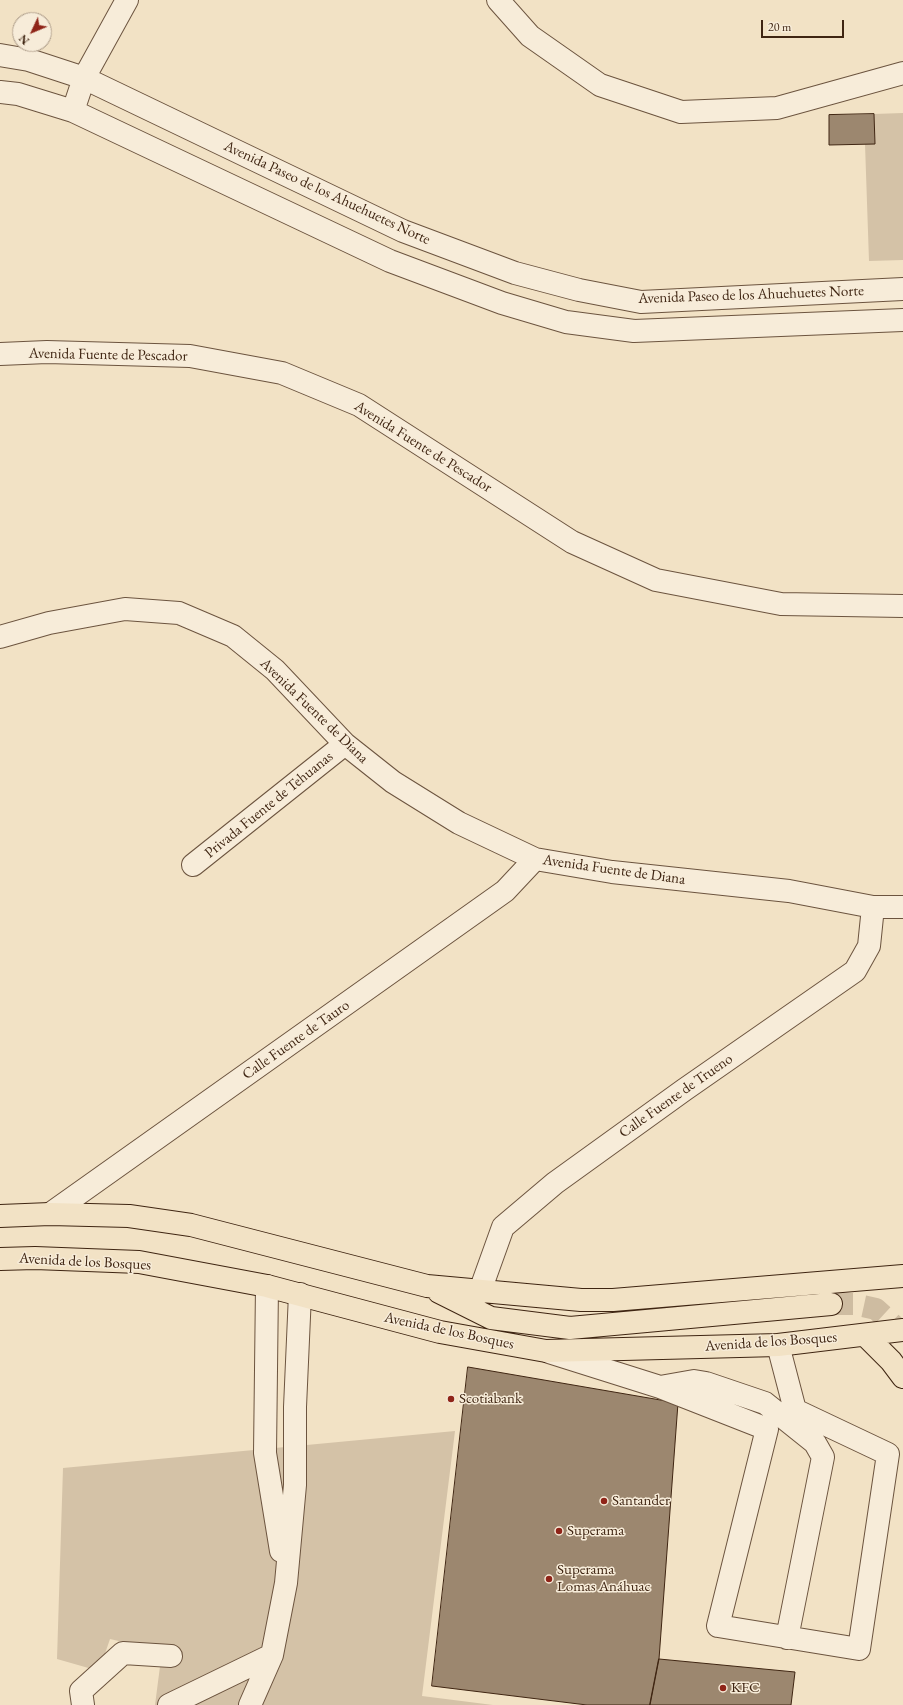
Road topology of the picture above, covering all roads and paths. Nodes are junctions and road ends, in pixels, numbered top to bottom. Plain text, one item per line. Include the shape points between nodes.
1 (127, 0) edge
2 (498, 0) edge
3 (0, 55) edge
4 (903, 73) edge
5 (84, 78) junction
6 (0, 92) edge
7 (73, 111) junction
8 (903, 289) edge
9 (903, 320) edge
10 (0, 354) edge
11 (903, 606) edge
12 (0, 637) edge
13 (345, 744) junction
14 (535, 859) junction
15 (193, 866) dead end
16 (873, 907) junction
17 (903, 907) edge
18 (50, 1214) junction
19 (0, 1216) edge
20 (0, 1259) edge
21 (903, 1276) edge
22 (267, 1286) junction
23 (427, 1286) junction
24 (480, 1291) junction
25 (300, 1294) junction
26 (831, 1304) tunnel mouth
27 (903, 1330) edge
28 (866, 1336) junction
29 (778, 1345) junction
30 (546, 1351) junction
31 (903, 1377) edge
32 (781, 1418) junction
33 (286, 1583) junction
34 (787, 1638) junction
35 (272, 1655) junction
36 (171, 1656) dead end
37 (83, 1705) edge
38 (168, 1705) edge
39 (250, 1705) edge

1 - 5 street
2 - 4 street via 530,36 600,85 681,112 777,108
3 - 5 street, Avenida Paseo de los Ahuehuetes Norte via 29,60
5 - 7 street
5 - 8 street, Avenida Paseo de los Ahuehuetes Norte via 403,232 515,273 579,290 641,302
6 - 7 street, Avenida Paseo de los Ahuehuetes Norte via 18,94
7 - 9 street, Avenida Paseo de los Ahuehuetes Norte via 390,261 502,303 566,322 634,330
10 - 11 street, Avenida Fuente de Pescador via 46,352 190,356 282,373 359,405 572,542 656,580 781,604
12 - 13 street, Avenida Fuente de Diana via 49,623 125,609 179,613 233,636 275,670
13 - 14 street, Avenida Fuente de Diana via 399,786 459,822
13 - 15 street, Privada Fuente de Tehuanas
14 - 16 street, Avenida Fuente de Diana via 612,872 789,891
14 - 18 street, Calle Fuente de Tauro via 505,891
16 - 17 street, Avenida Fuente de Diana
16 - 24 street, Calle Fuente de Trueno via 869,946 855,971 549,1188 503,1227
18 - 19 main road
18 - 23 main road via 129,1216 191,1225
20 - 22 main road, Avenida de los Bosques via 139,1262
21 - 24 main road via 613,1300 581,1300
22 - 25 main road, Avenida de los Bosques
22 - 33 street via 265,1453
23 - 24 main road
23 - 26 main road via 491,1318 570,1328
25 - 30 main road, Avenida de los Bosques via 440,1332
25 - 33 street via 295,1407 295,1485
27 - 28 main road, Avenida de los Bosques
28 - 29 main road, Avenida de los Bosques
28 - 31 main road
29 - 30 main road, Avenida de los Bosques
29 - 32 street
30 - 32 street via 660,1387
32 - 34 street via 815,1443 823,1457
32 - 34 street via 718,1626
32 - 34 street via 888,1454 859,1650
33 - 35 street
35 - 38 street
35 - 39 street
36 - 37 street via 123,1653 81,1691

Required action:
With the pictures omitted, print each line of the data above precisely as given.

Reply:
Road topology of the picture above, covering all roads and paths. Nodes are junctions and road ends, in pixels, numbered top to bottom. Plain text, one item per line. Include the shape points between nodes.
1 (127, 0) edge
2 (498, 0) edge
3 (0, 55) edge
4 (903, 73) edge
5 (84, 78) junction
6 (0, 92) edge
7 (73, 111) junction
8 (903, 289) edge
9 (903, 320) edge
10 (0, 354) edge
11 (903, 606) edge
12 (0, 637) edge
13 (345, 744) junction
14 (535, 859) junction
15 (193, 866) dead end
16 (873, 907) junction
17 (903, 907) edge
18 (50, 1214) junction
19 (0, 1216) edge
20 (0, 1259) edge
21 (903, 1276) edge
22 (267, 1286) junction
23 (427, 1286) junction
24 (480, 1291) junction
25 (300, 1294) junction
26 (831, 1304) tunnel mouth
27 (903, 1330) edge
28 (866, 1336) junction
29 (778, 1345) junction
30 (546, 1351) junction
31 (903, 1377) edge
32 (781, 1418) junction
33 (286, 1583) junction
34 (787, 1638) junction
35 (272, 1655) junction
36 (171, 1656) dead end
37 (83, 1705) edge
38 (168, 1705) edge
39 (250, 1705) edge

1 - 5 street
2 - 4 street via 530,36 600,85 681,112 777,108
3 - 5 street, Avenida Paseo de los Ahuehuetes Norte via 29,60
5 - 7 street
5 - 8 street, Avenida Paseo de los Ahuehuetes Norte via 403,232 515,273 579,290 641,302
6 - 7 street, Avenida Paseo de los Ahuehuetes Norte via 18,94
7 - 9 street, Avenida Paseo de los Ahuehuetes Norte via 390,261 502,303 566,322 634,330
10 - 11 street, Avenida Fuente de Pescador via 46,352 190,356 282,373 359,405 572,542 656,580 781,604
12 - 13 street, Avenida Fuente de Diana via 49,623 125,609 179,613 233,636 275,670
13 - 14 street, Avenida Fuente de Diana via 399,786 459,822
13 - 15 street, Privada Fuente de Tehuanas
14 - 16 street, Avenida Fuente de Diana via 612,872 789,891
14 - 18 street, Calle Fuente de Tauro via 505,891
16 - 17 street, Avenida Fuente de Diana
16 - 24 street, Calle Fuente de Trueno via 869,946 855,971 549,1188 503,1227
18 - 19 main road
18 - 23 main road via 129,1216 191,1225
20 - 22 main road, Avenida de los Bosques via 139,1262
21 - 24 main road via 613,1300 581,1300
22 - 25 main road, Avenida de los Bosques
22 - 33 street via 265,1453
23 - 24 main road
23 - 26 main road via 491,1318 570,1328
25 - 30 main road, Avenida de los Bosques via 440,1332
25 - 33 street via 295,1407 295,1485
27 - 28 main road, Avenida de los Bosques
28 - 29 main road, Avenida de los Bosques
28 - 31 main road
29 - 30 main road, Avenida de los Bosques
29 - 32 street
30 - 32 street via 660,1387
32 - 34 street via 815,1443 823,1457
32 - 34 street via 718,1626
32 - 34 street via 888,1454 859,1650
33 - 35 street
35 - 38 street
35 - 39 street
36 - 37 street via 123,1653 81,1691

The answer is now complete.